Currently,
two approaches are available for private enterprises: the immediate recognition
approach and the deferral and amortization approach.
Instructions
Describe
the advantages and disadvantages of the immediate recognition approach and the
deferral and amortization approach. Explain any differences in the impact on
the earnings and statement of financial position.
The
immediate recognition approach recognizes all changes to the funded status of
the plan immediately into income, and the funded status is reported on the
statement of financial position. The
accrued benefit obligation is determined using the funded valuation approach
prepared by the actuary. Accordingly,
there are no unamortized amounts with respect to past service costs or actuarial
gains and losses that will be recognized in future periods. The advantages are that the accounting is
simplified, since unamortized balances no longer need to be tracked and
estimates of deferral periods need not be determined. Finally, the net liability
(or asset) reported reflects the actual funded status of the plan in most
cases. (Where the plan is in a surplus
position, the amount of the asset reported will be limited to the amount of
expected future funding benefit the company will receive.) The disadvantage of this method is that the
pension expense will be variable year over year due to expensing past services
costs and actuarial gains and losses when they immediately arise. Over time, actuarial gains and losses would
likely reverse and have an overall immaterial impact. In addition, these actuarial gains and losses
are out of management control, and therefore might give a false impression of
the management’s ability to manage the firm’s results and risk.
The
defer-and-amortize approach calculates the accrued benefit obligation using the
projected benefit approach which is strictly a method developed for accounting
purposes. The defer-and-amortize
approach allows for past service costs and actuarial gains and losses to be
deferred and amortized over some reasonable length of time (as defined within
the accounting standards) which results in delaying their recognition. The
rationale for delaying the recognition is that management expects future
benefits to arise from the provision of these past service adjustments to the
plans. Consequently, these past service costs should be recognized over the
future periods in which the benefits are expected to be realized. Actuarial gains and losses arise due to unexpected
changes in the market value of plan assets and changes in actuarial assumptions
impacting the amount of the benefit obligation.
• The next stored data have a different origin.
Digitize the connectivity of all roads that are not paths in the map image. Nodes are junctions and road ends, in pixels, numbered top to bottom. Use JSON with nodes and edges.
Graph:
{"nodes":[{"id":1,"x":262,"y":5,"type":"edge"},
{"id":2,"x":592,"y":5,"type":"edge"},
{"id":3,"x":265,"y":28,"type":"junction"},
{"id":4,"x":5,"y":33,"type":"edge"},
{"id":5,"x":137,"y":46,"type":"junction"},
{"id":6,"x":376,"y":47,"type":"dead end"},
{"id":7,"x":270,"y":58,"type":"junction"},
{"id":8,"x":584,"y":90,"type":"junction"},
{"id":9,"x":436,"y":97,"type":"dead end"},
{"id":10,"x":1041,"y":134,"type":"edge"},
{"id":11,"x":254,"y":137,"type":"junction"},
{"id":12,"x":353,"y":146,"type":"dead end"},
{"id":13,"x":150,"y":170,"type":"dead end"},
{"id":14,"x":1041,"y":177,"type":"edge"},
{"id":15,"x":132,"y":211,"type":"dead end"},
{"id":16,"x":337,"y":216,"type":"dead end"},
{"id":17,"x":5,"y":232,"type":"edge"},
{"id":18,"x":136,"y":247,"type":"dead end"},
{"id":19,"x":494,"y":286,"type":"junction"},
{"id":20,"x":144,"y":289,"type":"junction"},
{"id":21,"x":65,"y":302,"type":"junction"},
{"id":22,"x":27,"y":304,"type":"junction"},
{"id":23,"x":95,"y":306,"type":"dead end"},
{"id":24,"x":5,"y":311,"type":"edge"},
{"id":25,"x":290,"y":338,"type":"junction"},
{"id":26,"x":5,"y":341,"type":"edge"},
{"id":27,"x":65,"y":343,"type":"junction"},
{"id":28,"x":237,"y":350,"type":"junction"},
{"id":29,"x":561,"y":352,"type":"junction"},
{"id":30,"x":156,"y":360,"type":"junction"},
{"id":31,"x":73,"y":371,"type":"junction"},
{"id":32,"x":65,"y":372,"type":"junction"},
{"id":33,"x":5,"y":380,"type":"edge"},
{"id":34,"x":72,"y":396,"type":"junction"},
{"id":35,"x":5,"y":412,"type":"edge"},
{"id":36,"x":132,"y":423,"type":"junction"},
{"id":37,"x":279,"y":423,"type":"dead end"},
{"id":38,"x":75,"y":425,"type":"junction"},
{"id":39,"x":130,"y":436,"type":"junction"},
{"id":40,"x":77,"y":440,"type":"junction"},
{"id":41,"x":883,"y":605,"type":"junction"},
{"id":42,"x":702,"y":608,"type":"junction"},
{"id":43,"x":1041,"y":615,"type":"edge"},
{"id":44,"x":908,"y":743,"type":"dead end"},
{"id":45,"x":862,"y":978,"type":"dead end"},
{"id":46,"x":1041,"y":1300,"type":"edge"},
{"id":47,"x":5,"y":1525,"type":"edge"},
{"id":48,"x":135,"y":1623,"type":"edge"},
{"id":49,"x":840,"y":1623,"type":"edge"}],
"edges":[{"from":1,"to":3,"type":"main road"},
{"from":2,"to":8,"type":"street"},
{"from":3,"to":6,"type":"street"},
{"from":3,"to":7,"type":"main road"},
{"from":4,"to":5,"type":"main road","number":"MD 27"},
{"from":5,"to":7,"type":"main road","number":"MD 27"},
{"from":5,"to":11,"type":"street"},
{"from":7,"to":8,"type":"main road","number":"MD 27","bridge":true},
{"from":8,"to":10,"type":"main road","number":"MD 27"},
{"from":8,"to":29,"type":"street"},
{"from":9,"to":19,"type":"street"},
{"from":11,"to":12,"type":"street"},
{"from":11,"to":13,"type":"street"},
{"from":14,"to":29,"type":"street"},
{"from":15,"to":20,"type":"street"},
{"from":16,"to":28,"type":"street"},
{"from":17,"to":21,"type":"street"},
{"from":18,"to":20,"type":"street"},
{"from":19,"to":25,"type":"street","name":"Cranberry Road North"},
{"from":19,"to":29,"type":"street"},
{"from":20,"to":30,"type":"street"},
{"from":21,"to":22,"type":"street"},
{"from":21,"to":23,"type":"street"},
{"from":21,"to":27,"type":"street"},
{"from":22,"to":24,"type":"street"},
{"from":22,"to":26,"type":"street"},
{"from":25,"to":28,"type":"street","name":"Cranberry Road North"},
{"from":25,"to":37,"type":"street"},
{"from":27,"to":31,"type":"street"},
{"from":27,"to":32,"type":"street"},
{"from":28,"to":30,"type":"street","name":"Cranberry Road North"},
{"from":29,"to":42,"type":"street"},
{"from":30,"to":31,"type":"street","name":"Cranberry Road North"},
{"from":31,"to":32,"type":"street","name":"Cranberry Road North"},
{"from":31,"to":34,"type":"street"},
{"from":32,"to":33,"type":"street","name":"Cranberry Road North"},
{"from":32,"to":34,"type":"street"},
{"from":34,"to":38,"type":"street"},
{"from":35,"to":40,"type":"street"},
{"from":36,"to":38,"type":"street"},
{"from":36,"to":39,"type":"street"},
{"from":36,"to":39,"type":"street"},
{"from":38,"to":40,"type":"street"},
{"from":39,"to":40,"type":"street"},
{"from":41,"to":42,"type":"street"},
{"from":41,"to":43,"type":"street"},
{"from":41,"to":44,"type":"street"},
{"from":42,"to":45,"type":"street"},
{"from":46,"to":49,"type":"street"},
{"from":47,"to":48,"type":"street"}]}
Both of these changes are beyond the control of management and are
likely to reverse over time. By
deferring the recognition of past service costs and actuarial gains and losses
over defined periods ( or in some cases, not recognizing at all), net earnings is less volatile with respect to
these changes which is seen as an advantage by preparers for financial
statements. One alternative allowed
under IFRS is to report all actuarial gains and losses immediately to OCI and
not impact the income statement at all.
The disadvantage
of the defer-and-amortize approach is that the amount reported on the statement
of financial position for the accrued benefit liability or asset, is not equal
to the funded status of the plan. In
some cases, this account may even be reported as an asset, when in reality the
plan is actually in a deficit and is under-funded. To compensate for this, the notes must
describe and reconcile the funded status to the reported amount and indicate
balances of unamortized amounts for past service costs and actuarial gains and
losses. As noted in the above paragraph,
IFRS allows for actuarial gains and losses to be immediately reported to OCI,
resulting in no impact to the earnings, but ensuring that the accrued benefit
liability or asset more closely represents the funded status of the plan.